**** Dataset excerpts
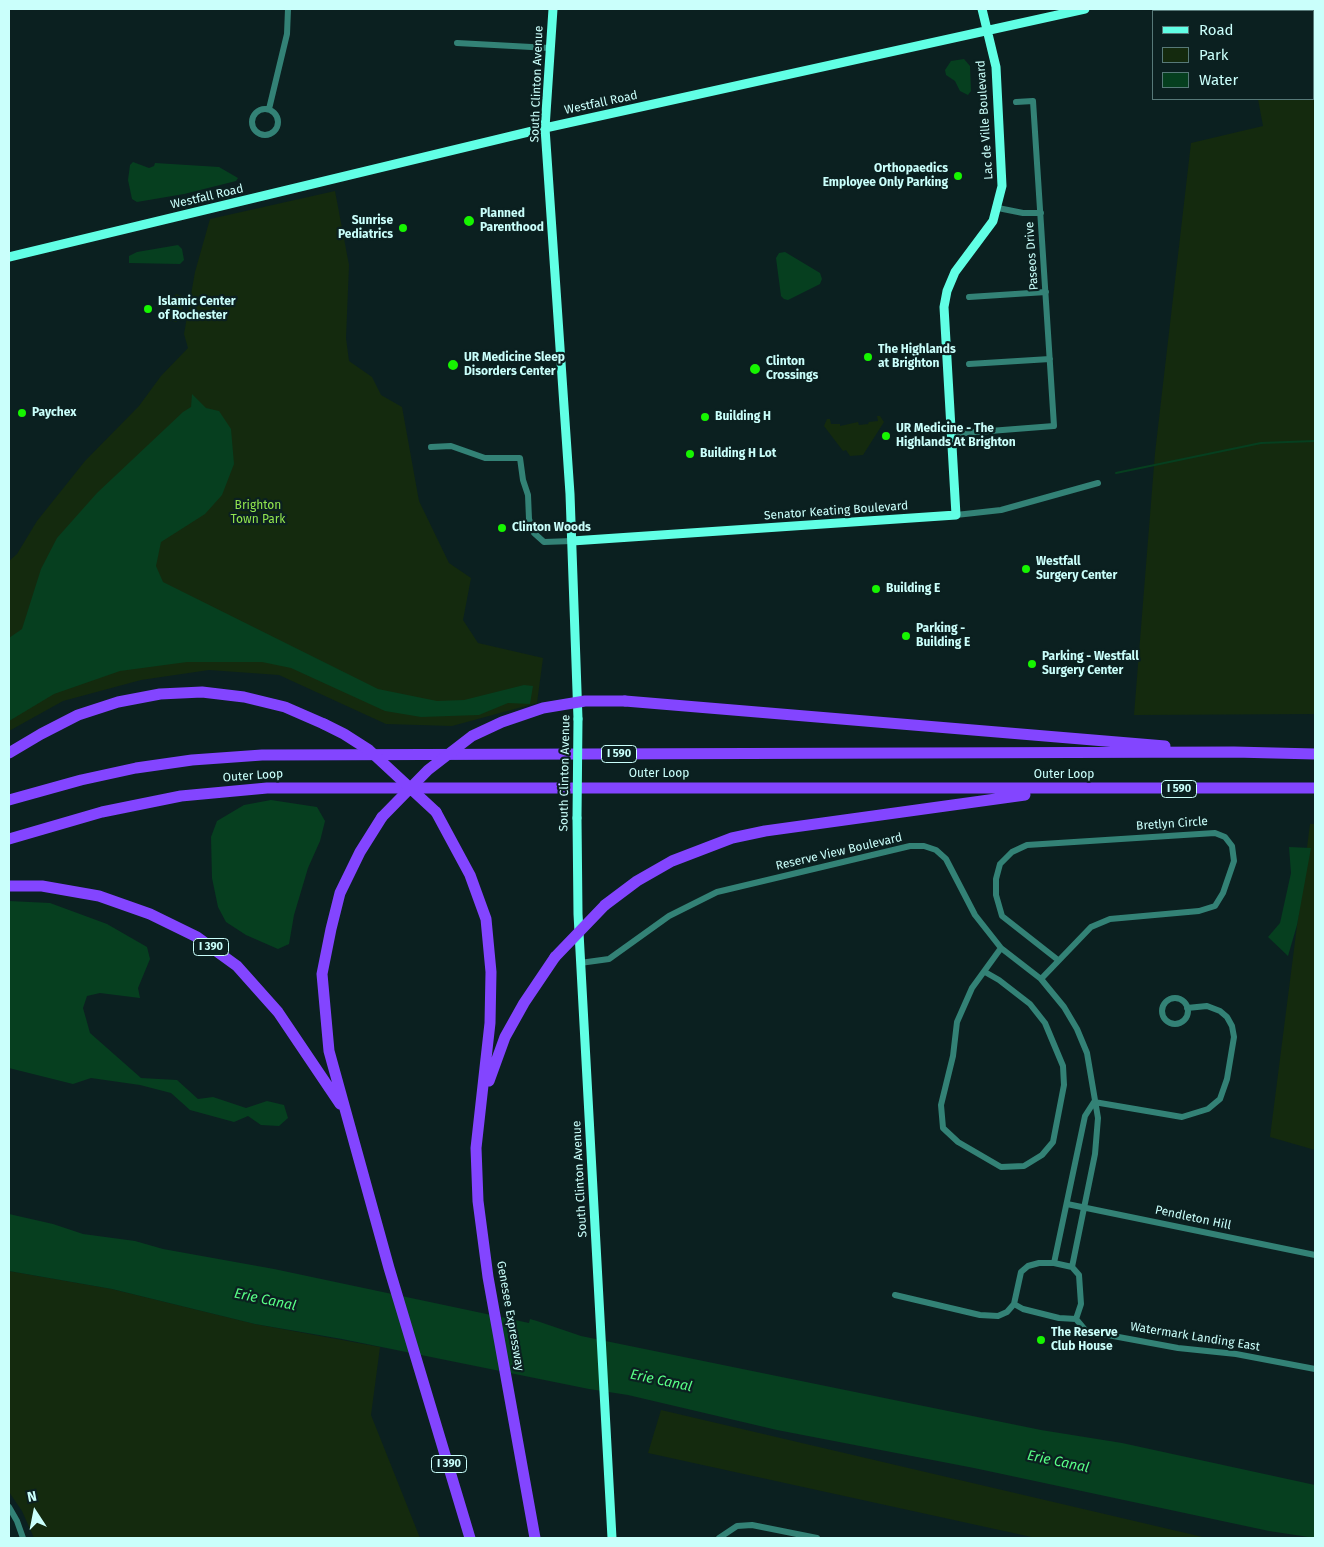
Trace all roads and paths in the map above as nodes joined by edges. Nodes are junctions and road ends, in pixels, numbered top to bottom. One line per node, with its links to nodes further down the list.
1 (288, 9): 9 (street)
2 (553, 9): 7 (street, South Clinton Avenue)
3 (982, 9): 5 (street, Lac de Ville Boulevard)
4 (1085, 9): 5 (street, Westfall Road)
5 (988, 30): 10 (street, Westfall Road); 11 (street, Lac de Ville Boulevard)
6 (457, 43): 7 (street)
7 (550, 48): 10 (street, South Clinton Avenue)
8 (1016, 102): 12 (street, Paseos Drive)
9 (269, 109): 9 (street)
10 (545, 128): 13 (street, Westfall Road); 22 (street, South Clinton Avenue)
11 (998, 208): 12 (street); 18 (street, Lac de Ville Boulevard)
12 (1041, 213): 14 (street, Paseos Drive)
13 (9, 258)
14 (1046, 292): 15 (street); 16 (street, Paseos Drive)
15 (969, 297)
16 (1050, 359): 17 (street); 18 (street, Paseos Drive)
17 (969, 364)
18 (951, 434): 21 (street, Lac de Ville Boulevard)
19 (431, 447): 22 (street)
20 (1098, 483): 21 (street, Senator Keating Boulevard)
21 (956, 515): 22 (street, Senator Keating Boulevard)
22 (572, 541): 33 (street, South Clinton Avenue, bridge)
23 (1234, 752): 25 (highway, Outer Loop / I 590); 28 (highway, Outer Loop / I 590); 39 (highway, bridge)
24 (9, 754): 37 (highway, bridge)
25 (1315, 754)
26 (1315, 788): 27 (highway, Outer Loop / I 590)
27 (1062, 789): 29 (highway, Outer Loop / I 590); 37 (highway, bridge)
28 (9, 800)
29 (9, 839)
30 (9, 886): 39 (highway, I 390)
31 (1001, 948): 33 (street, Reserve View Boulevard); 34 (street); 35 (street, Reserve View Boulevard)
32 (1058, 960): 32 (street, Bretlyn Circle); 35 (street, Bretlyn Circle)
33 (580, 964): 53 (street, South Clinton Avenue)
34 (985, 972): 34 (street)
35 (1041, 979): 38 (street, Reserve View Boulevard)
36 (1187, 1008): 36 (street); 38 (street)
37 (483, 1096): 52 (highway, Genesee Expressway)
38 (1094, 1102): 40 (street, Reserve View Boulevard); 41 (street, Reserve View Boulevard)
39 (345, 1112): 51 (highway, I 390)
40 (1067, 1204): 41 (street, Pendleton Hill); 43 (street, Reserve View Boulevard)
41 (1084, 1207): 42 (street, Pendleton Hill); 44 (street, Reserve View Boulevard)
42 (1315, 1255)
43 (1054, 1263): 44 (street); 46 (street)
44 (1072, 1267): 47 (street)
45 (895, 1296): 46 (street)
46 (1014, 1304): 47 (street)
47 (1076, 1319): 48 (street, Watermark Landing East)
48 (1315, 1369)
49 (9, 1508): 50 (street)
50 (23, 1538)
51 (470, 1538)
52 (535, 1538)
53 (612, 1538)
54 (719, 1538): 55 (street)
55 (814, 1538)

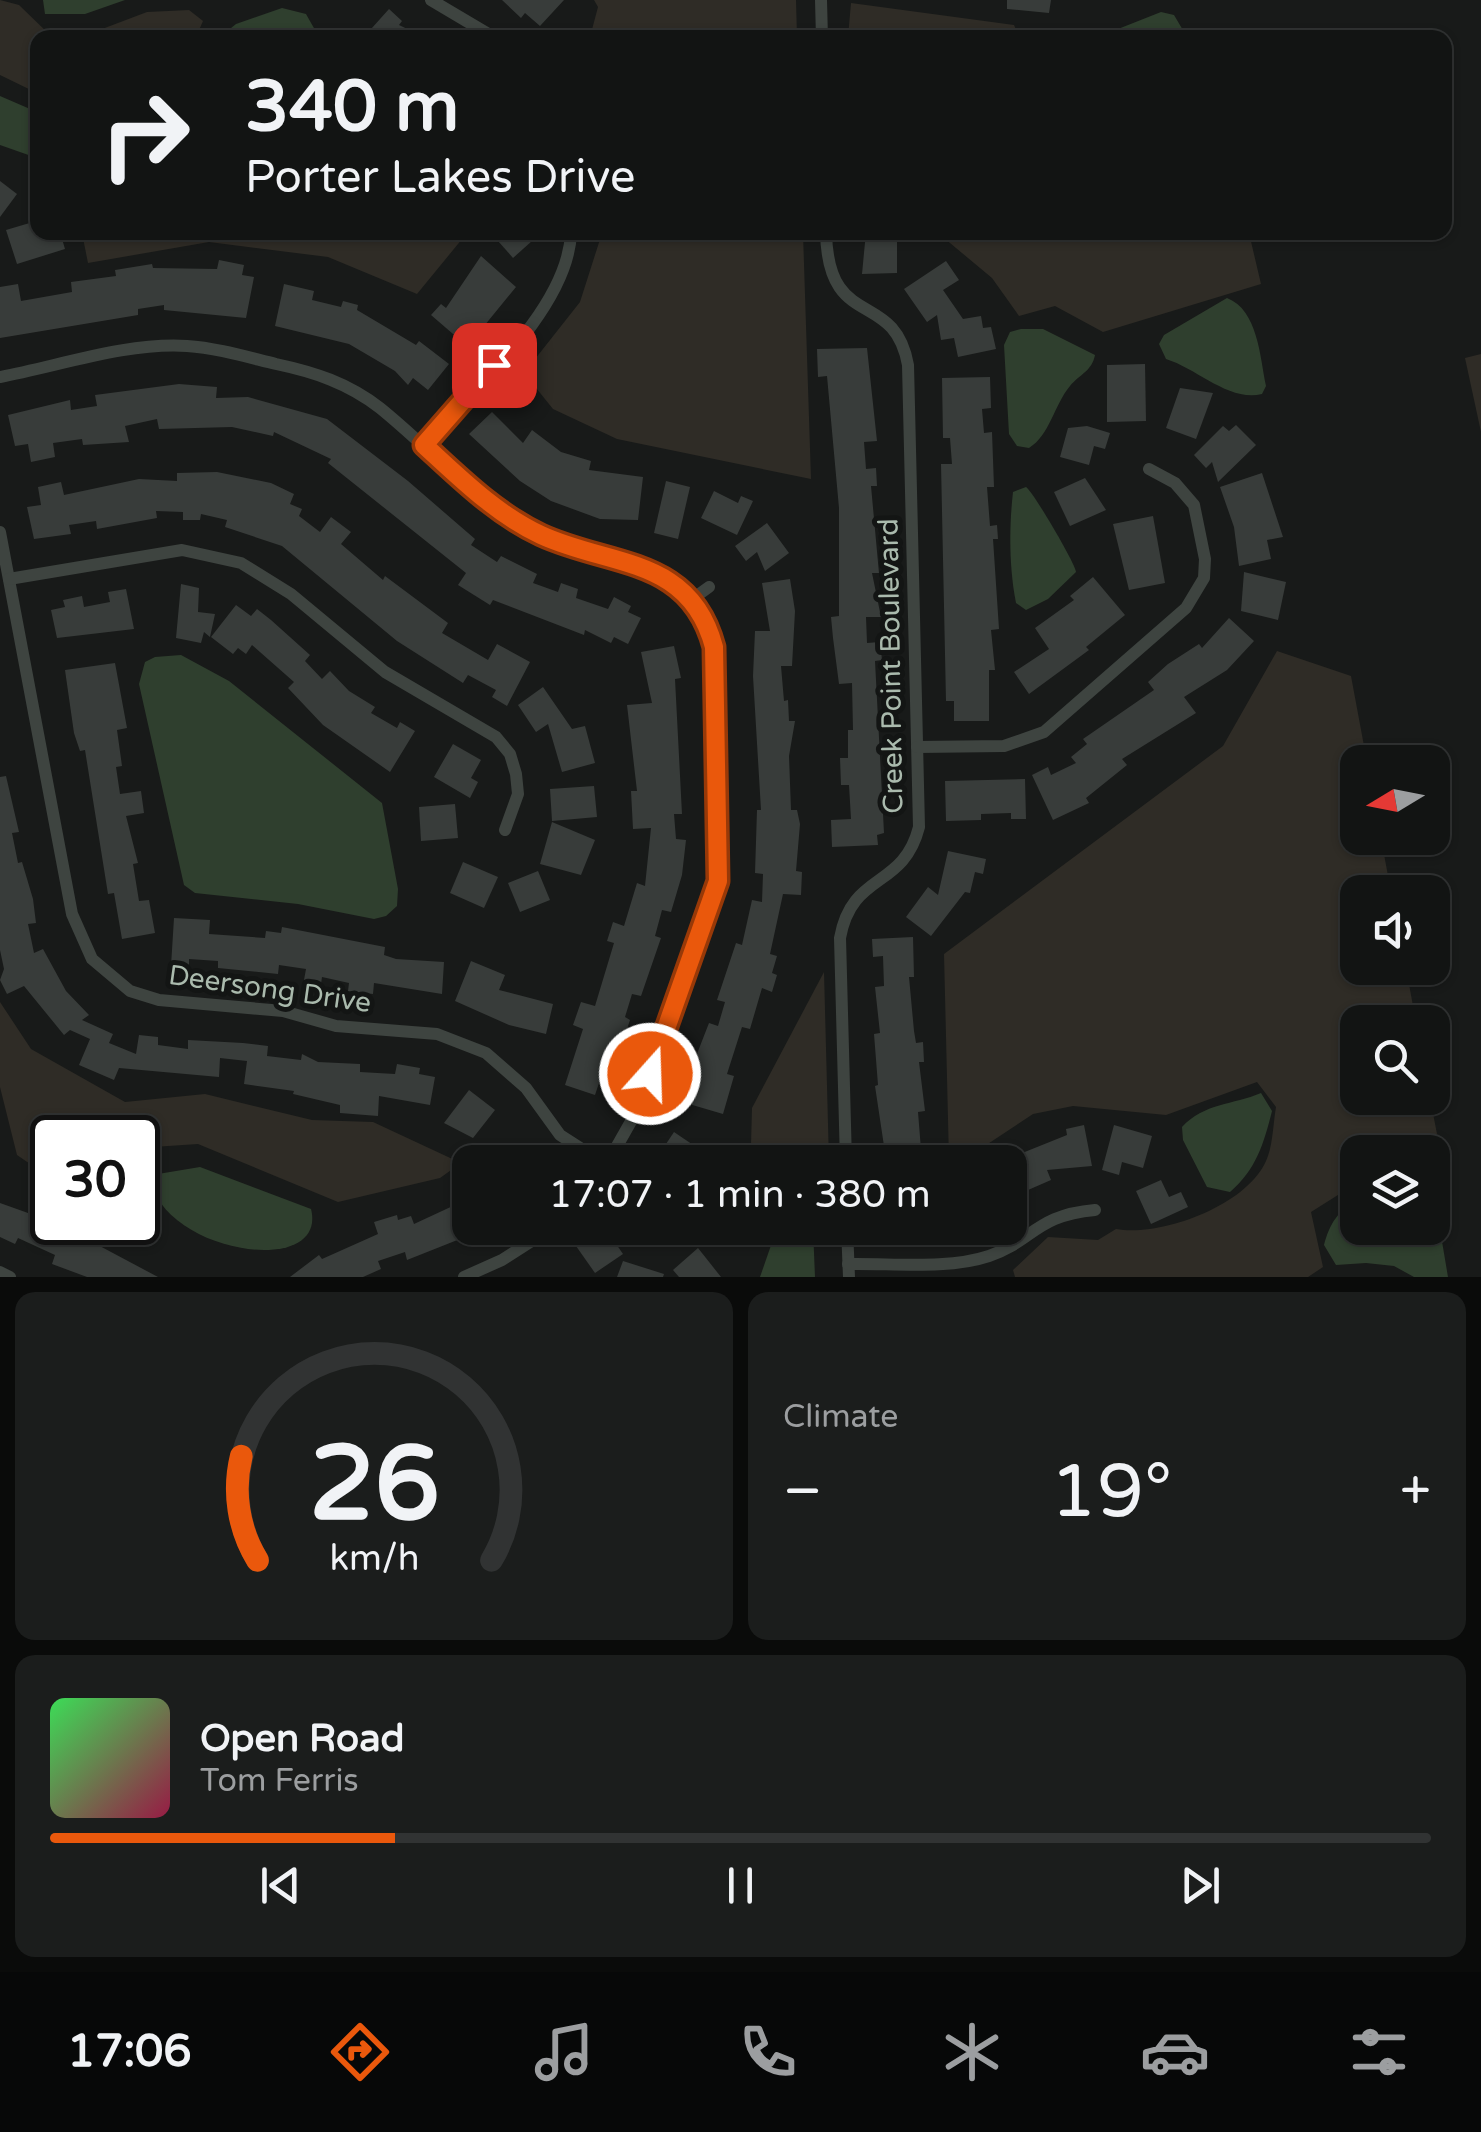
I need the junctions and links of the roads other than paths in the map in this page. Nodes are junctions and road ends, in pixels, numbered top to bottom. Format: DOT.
graph roads {
  1 [pos="431,0"];
  2 [pos="821,0"];
  3 [pos="482,30"];
  4 [pos="822,30"];
  5 [pos="569,240"];
  6 [pos="827,240"];
  7 [pos="0,377"];
  8 [pos="424,445"];
  9 [pos="1149,469"];
  10 [pos="0,532"];
  11 [pos="9,579"];
  12 [pos="708,587"];
  13 [pos="691,600"];
  14 [pos="917,747"];
  15 [pos="505,830"];
  16 [pos="577,1145"];
  17 [pos="616,1145"];
  18 [pos="846,1145"];
  19 [pos="1095,1210"];
  20 [pos="525,1245"];
  21 [pos="847,1245"];
  22 [pos="848,1270"];
  23 [pos="0,1272"];
  24 [pos="10,1277"];
  25 [pos="464,1277"];
  1 -- 3 [label="street"];
  2 -- 4 [label="street"];
  5 -- 8 [label="street"];
  6 -- 14 [label="street, Creek Point Boulevard"];
  7 -- 8 [label="street"];
  8 -- 13 [label="street"];
  9 -- 14 [label="street"];
  10 -- 11 [label="street, Deersong Drive"];
  11 -- 15 [label="street"];
  11 -- 16 [label="street, Deersong Drive"];
  12 -- 13 [label="street"];
  13 -- 17 [label="street"];
  14 -- 18 [label="street, Creek Point Boulevard"];
  19 -- 22 [label="street"];
  20 -- 25 [label="street"];
  21 -- 22 [label="street"];
  23 -- 24 [label="street"];
}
********
Everything in the records must be returned exactly, except the pictures.

Answer to this task:
Trace all roads and paths in the map above as nodes joined by edges. Nodes are junctions and road ends, in pixels, numbered top to bottom. One line per node, with its links to nodes further down the list.
1 (288, 9): 9 (street)
2 (553, 9): 7 (street, South Clinton Avenue)
3 (982, 9): 5 (street, Lac de Ville Boulevard)
4 (1085, 9): 5 (street, Westfall Road)
5 (988, 30): 10 (street, Westfall Road); 11 (street, Lac de Ville Boulevard)
6 (457, 43): 7 (street)
7 (550, 48): 10 (street, South Clinton Avenue)
8 (1016, 102): 12 (street, Paseos Drive)
9 (269, 109): 9 (street)
10 (545, 128): 13 (street, Westfall Road); 22 (street, South Clinton Avenue)
11 (998, 208): 12 (street); 18 (street, Lac de Ville Boulevard)
12 (1041, 213): 14 (street, Paseos Drive)
13 (9, 258)
14 (1046, 292): 15 (street); 16 (street, Paseos Drive)
15 (969, 297)
16 (1050, 359): 17 (street); 18 (street, Paseos Drive)
17 (969, 364)
18 (951, 434): 21 (street, Lac de Ville Boulevard)
19 (431, 447): 22 (street)
20 (1098, 483): 21 (street, Senator Keating Boulevard)
21 (956, 515): 22 (street, Senator Keating Boulevard)
22 (572, 541): 33 (street, South Clinton Avenue, bridge)
23 (1234, 752): 25 (highway, Outer Loop / I 590); 28 (highway, Outer Loop / I 590); 39 (highway, bridge)
24 (9, 754): 37 (highway, bridge)
25 (1315, 754)
26 (1315, 788): 27 (highway, Outer Loop / I 590)
27 (1062, 789): 29 (highway, Outer Loop / I 590); 37 (highway, bridge)
28 (9, 800)
29 (9, 839)
30 (9, 886): 39 (highway, I 390)
31 (1001, 948): 33 (street, Reserve View Boulevard); 34 (street); 35 (street, Reserve View Boulevard)
32 (1058, 960): 32 (street, Bretlyn Circle); 35 (street, Bretlyn Circle)
33 (580, 964): 53 (street, South Clinton Avenue)
34 (985, 972): 34 (street)
35 (1041, 979): 38 (street, Reserve View Boulevard)
36 (1187, 1008): 36 (street); 38 (street)
37 (483, 1096): 52 (highway, Genesee Expressway)
38 (1094, 1102): 40 (street, Reserve View Boulevard); 41 (street, Reserve View Boulevard)
39 (345, 1112): 51 (highway, I 390)
40 (1067, 1204): 41 (street, Pendleton Hill); 43 (street, Reserve View Boulevard)
41 (1084, 1207): 42 (street, Pendleton Hill); 44 (street, Reserve View Boulevard)
42 (1315, 1255)
43 (1054, 1263): 44 (street); 46 (street)
44 (1072, 1267): 47 (street)
45 (895, 1296): 46 (street)
46 (1014, 1304): 47 (street)
47 (1076, 1319): 48 (street, Watermark Landing East)
48 (1315, 1369)
49 (9, 1508): 50 (street)
50 (23, 1538)
51 (470, 1538)
52 (535, 1538)
53 (612, 1538)
54 (719, 1538): 55 (street)
55 (814, 1538)

I need the junctions and links of the roads other than paths in the map in this page. Nodes are junctions and road ends, in pixels, numbered top to bottom. Format: DOT.
graph roads {
  1 [pos="431,0"];
  2 [pos="821,0"];
  3 [pos="482,30"];
  4 [pos="822,30"];
  5 [pos="569,240"];
  6 [pos="827,240"];
  7 [pos="0,377"];
  8 [pos="424,445"];
  9 [pos="1149,469"];
  10 [pos="0,532"];
  11 [pos="9,579"];
  12 [pos="708,587"];
  13 [pos="691,600"];
  14 [pos="917,747"];
  15 [pos="505,830"];
  16 [pos="577,1145"];
  17 [pos="616,1145"];
  18 [pos="846,1145"];
  19 [pos="1095,1210"];
  20 [pos="525,1245"];
  21 [pos="847,1245"];
  22 [pos="848,1270"];
  23 [pos="0,1272"];
  24 [pos="10,1277"];
  25 [pos="464,1277"];
  1 -- 3 [label="street"];
  2 -- 4 [label="street"];
  5 -- 8 [label="street"];
  6 -- 14 [label="street, Creek Point Boulevard"];
  7 -- 8 [label="street"];
  8 -- 13 [label="street"];
  9 -- 14 [label="street"];
  10 -- 11 [label="street, Deersong Drive"];
  11 -- 15 [label="street"];
  11 -- 16 [label="street, Deersong Drive"];
  12 -- 13 [label="street"];
  13 -- 17 [label="street"];
  14 -- 18 [label="street, Creek Point Boulevard"];
  19 -- 22 [label="street"];
  20 -- 25 [label="street"];
  21 -- 22 [label="street"];
  23 -- 24 [label="street"];
}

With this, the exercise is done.